While cameras already watch nearly every hallway, the Windsor Central School district is looking to enhance that even further.
“The more we can capture on video, the more we can account, so another feature of these is when I swipe a badge, it gets registered in the computer system as far as who swiped in and who swiped out,” said Andy Fiorentino, Windsor Central School District assistant superintendent.
Visitors entering the high school are immediately captured on video and a temporary badge with their license photo is printed.
Nearly $375,000 of a federal COPS grant is taking all schools in the district even further.
Fifty-nine additional indoor cameras and 29 high-resolution outdoor cameras will be installed to enhance safety.

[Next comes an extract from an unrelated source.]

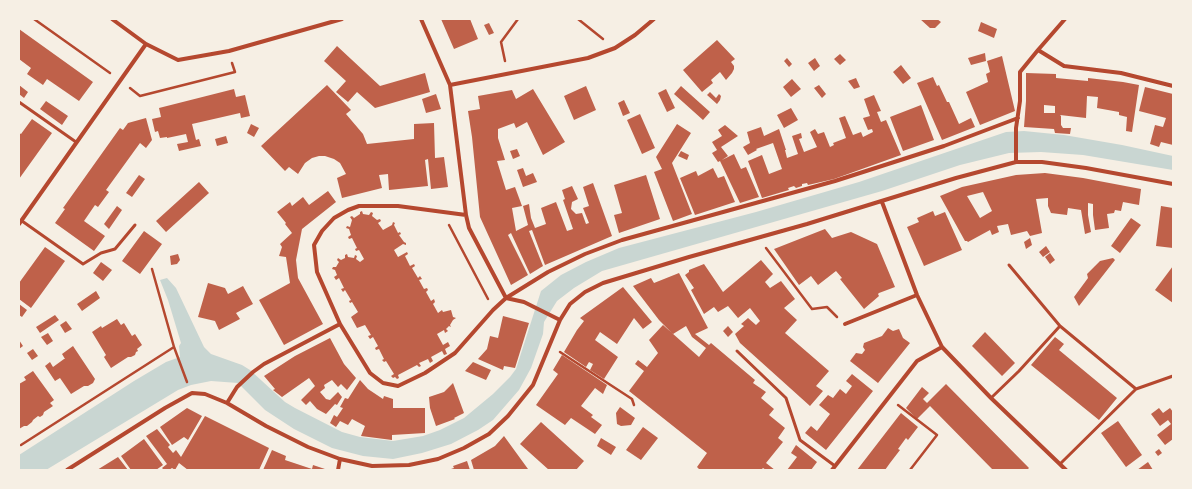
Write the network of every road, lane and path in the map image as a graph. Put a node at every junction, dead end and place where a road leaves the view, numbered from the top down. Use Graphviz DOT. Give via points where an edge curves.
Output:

“This is the view of just four cameras. We have many cameras within this building, and again, we’ll add more, and what’s nice is if something is going on, it’s all recorded. We can go back and see exactly what’s going on,” said Fiorentino.
Currently, nearly every door in the district can be locked remotely.
This grant will help purchase 24 additional controlled-access doors.
“We can have access to any door, we can manipulate any door. It just gives you total control,” said Fiorentino.
New alert strobe lighting will also be installed, along with these lockdown panels.
“What this does is you press that button, it automatically calls our century who calls the police. It’s no hesitation, no check. They just send the police right out. That means it’s an extreme circumstance,” said Fiorentino.
Along with the technology upgrades, an additional $425,000 will provide several training seminars in trauma and behavioral intervention.
The technology is set to be installed over the summer.